Problem: Repeat every line of the material, character for character.

Given records:
------------------------------------------------------------------------
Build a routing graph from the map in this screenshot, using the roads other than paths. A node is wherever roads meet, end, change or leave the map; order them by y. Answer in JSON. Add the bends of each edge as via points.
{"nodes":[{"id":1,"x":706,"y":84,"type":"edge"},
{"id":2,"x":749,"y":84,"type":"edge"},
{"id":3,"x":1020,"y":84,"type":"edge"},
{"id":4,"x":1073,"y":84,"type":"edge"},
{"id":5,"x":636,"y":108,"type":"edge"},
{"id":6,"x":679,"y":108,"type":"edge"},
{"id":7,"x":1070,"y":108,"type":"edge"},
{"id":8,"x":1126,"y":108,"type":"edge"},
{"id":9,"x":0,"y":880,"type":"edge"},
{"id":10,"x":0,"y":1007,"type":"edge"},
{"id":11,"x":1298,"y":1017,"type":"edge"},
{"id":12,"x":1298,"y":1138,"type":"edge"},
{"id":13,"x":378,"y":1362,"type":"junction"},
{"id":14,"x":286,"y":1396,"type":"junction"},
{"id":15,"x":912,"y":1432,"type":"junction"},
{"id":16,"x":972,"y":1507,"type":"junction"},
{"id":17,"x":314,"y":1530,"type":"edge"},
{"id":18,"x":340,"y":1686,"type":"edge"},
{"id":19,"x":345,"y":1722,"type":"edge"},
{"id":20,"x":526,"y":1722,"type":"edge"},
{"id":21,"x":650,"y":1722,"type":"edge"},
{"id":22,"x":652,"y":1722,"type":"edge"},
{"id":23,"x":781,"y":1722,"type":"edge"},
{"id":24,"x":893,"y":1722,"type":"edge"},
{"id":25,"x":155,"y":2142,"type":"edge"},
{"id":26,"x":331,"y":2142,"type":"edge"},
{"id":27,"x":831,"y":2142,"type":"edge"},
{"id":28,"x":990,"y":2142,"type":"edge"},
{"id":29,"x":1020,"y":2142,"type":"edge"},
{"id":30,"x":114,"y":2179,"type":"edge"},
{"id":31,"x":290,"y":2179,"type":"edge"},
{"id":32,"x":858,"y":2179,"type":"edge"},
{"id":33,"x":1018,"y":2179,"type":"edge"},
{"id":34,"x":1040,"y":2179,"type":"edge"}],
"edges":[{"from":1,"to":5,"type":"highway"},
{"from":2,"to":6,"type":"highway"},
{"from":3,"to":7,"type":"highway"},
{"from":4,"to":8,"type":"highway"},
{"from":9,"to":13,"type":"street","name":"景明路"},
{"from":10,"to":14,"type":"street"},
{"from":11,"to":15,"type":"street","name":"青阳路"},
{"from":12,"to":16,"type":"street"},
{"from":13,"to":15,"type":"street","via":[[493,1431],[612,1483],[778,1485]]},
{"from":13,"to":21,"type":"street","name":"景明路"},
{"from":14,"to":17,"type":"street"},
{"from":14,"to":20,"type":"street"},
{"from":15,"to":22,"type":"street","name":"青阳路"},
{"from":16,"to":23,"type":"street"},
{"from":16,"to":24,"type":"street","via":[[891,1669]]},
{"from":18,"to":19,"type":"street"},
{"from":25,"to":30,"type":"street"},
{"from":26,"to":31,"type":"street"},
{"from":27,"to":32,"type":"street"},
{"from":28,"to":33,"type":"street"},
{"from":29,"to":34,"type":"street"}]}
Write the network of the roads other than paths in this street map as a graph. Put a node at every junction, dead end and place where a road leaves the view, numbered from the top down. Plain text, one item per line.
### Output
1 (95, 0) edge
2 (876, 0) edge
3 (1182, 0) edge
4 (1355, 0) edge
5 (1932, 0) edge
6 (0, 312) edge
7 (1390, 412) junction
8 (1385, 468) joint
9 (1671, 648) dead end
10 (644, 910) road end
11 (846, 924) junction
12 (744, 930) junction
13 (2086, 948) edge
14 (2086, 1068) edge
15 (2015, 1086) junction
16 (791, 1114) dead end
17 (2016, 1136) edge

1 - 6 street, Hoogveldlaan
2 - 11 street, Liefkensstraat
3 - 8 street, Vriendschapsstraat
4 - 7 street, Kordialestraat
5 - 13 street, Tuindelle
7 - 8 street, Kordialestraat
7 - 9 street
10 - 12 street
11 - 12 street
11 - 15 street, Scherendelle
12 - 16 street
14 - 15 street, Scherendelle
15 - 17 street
------------------------------------------------------------------------
Problem solution:
Build a routing graph from the map in this screenshot, using the roads other than paths. A node is wherever roads meet, end, change or leave the map; order them by y. Answer in JSON. Add the bends of each edge as via points.
{"nodes":[{"id":1,"x":706,"y":84,"type":"edge"},
{"id":2,"x":749,"y":84,"type":"edge"},
{"id":3,"x":1020,"y":84,"type":"edge"},
{"id":4,"x":1073,"y":84,"type":"edge"},
{"id":5,"x":636,"y":108,"type":"edge"},
{"id":6,"x":679,"y":108,"type":"edge"},
{"id":7,"x":1070,"y":108,"type":"edge"},
{"id":8,"x":1126,"y":108,"type":"edge"},
{"id":9,"x":0,"y":880,"type":"edge"},
{"id":10,"x":0,"y":1007,"type":"edge"},
{"id":11,"x":1298,"y":1017,"type":"edge"},
{"id":12,"x":1298,"y":1138,"type":"edge"},
{"id":13,"x":378,"y":1362,"type":"junction"},
{"id":14,"x":286,"y":1396,"type":"junction"},
{"id":15,"x":912,"y":1432,"type":"junction"},
{"id":16,"x":972,"y":1507,"type":"junction"},
{"id":17,"x":314,"y":1530,"type":"edge"},
{"id":18,"x":340,"y":1686,"type":"edge"},
{"id":19,"x":345,"y":1722,"type":"edge"},
{"id":20,"x":526,"y":1722,"type":"edge"},
{"id":21,"x":650,"y":1722,"type":"edge"},
{"id":22,"x":652,"y":1722,"type":"edge"},
{"id":23,"x":781,"y":1722,"type":"edge"},
{"id":24,"x":893,"y":1722,"type":"edge"},
{"id":25,"x":155,"y":2142,"type":"edge"},
{"id":26,"x":331,"y":2142,"type":"edge"},
{"id":27,"x":831,"y":2142,"type":"edge"},
{"id":28,"x":990,"y":2142,"type":"edge"},
{"id":29,"x":1020,"y":2142,"type":"edge"},
{"id":30,"x":114,"y":2179,"type":"edge"},
{"id":31,"x":290,"y":2179,"type":"edge"},
{"id":32,"x":858,"y":2179,"type":"edge"},
{"id":33,"x":1018,"y":2179,"type":"edge"},
{"id":34,"x":1040,"y":2179,"type":"edge"}],
"edges":[{"from":1,"to":5,"type":"highway"},
{"from":2,"to":6,"type":"highway"},
{"from":3,"to":7,"type":"highway"},
{"from":4,"to":8,"type":"highway"},
{"from":9,"to":13,"type":"street","name":"景明路"},
{"from":10,"to":14,"type":"street"},
{"from":11,"to":15,"type":"street","name":"青阳路"},
{"from":12,"to":16,"type":"street"},
{"from":13,"to":15,"type":"street","via":[[493,1431],[612,1483],[778,1485]]},
{"from":13,"to":21,"type":"street","name":"景明路"},
{"from":14,"to":17,"type":"street"},
{"from":14,"to":20,"type":"street"},
{"from":15,"to":22,"type":"street","name":"青阳路"},
{"from":16,"to":23,"type":"street"},
{"from":16,"to":24,"type":"street","via":[[891,1669]]},
{"from":18,"to":19,"type":"street"},
{"from":25,"to":30,"type":"street"},
{"from":26,"to":31,"type":"street"},
{"from":27,"to":32,"type":"street"},
{"from":28,"to":33,"type":"street"},
{"from":29,"to":34,"type":"street"}]}
Write the network of the roads other than paths in this street map as a graph. Put a node at every junction, dead end and place where a road leaves the view, numbered from the top down. Plain text, one item per line.
### Output
1 (95, 0) edge
2 (876, 0) edge
3 (1182, 0) edge
4 (1355, 0) edge
5 (1932, 0) edge
6 (0, 312) edge
7 (1390, 412) junction
8 (1385, 468) joint
9 (1671, 648) dead end
10 (644, 910) road end
11 (846, 924) junction
12 (744, 930) junction
13 (2086, 948) edge
14 (2086, 1068) edge
15 (2015, 1086) junction
16 (791, 1114) dead end
17 (2016, 1136) edge

1 - 6 street, Hoogveldlaan
2 - 11 street, Liefkensstraat
3 - 8 street, Vriendschapsstraat
4 - 7 street, Kordialestraat
5 - 13 street, Tuindelle
7 - 8 street, Kordialestraat
7 - 9 street
10 - 12 street
11 - 12 street
11 - 15 street, Scherendelle
12 - 16 street
14 - 15 street, Scherendelle
15 - 17 street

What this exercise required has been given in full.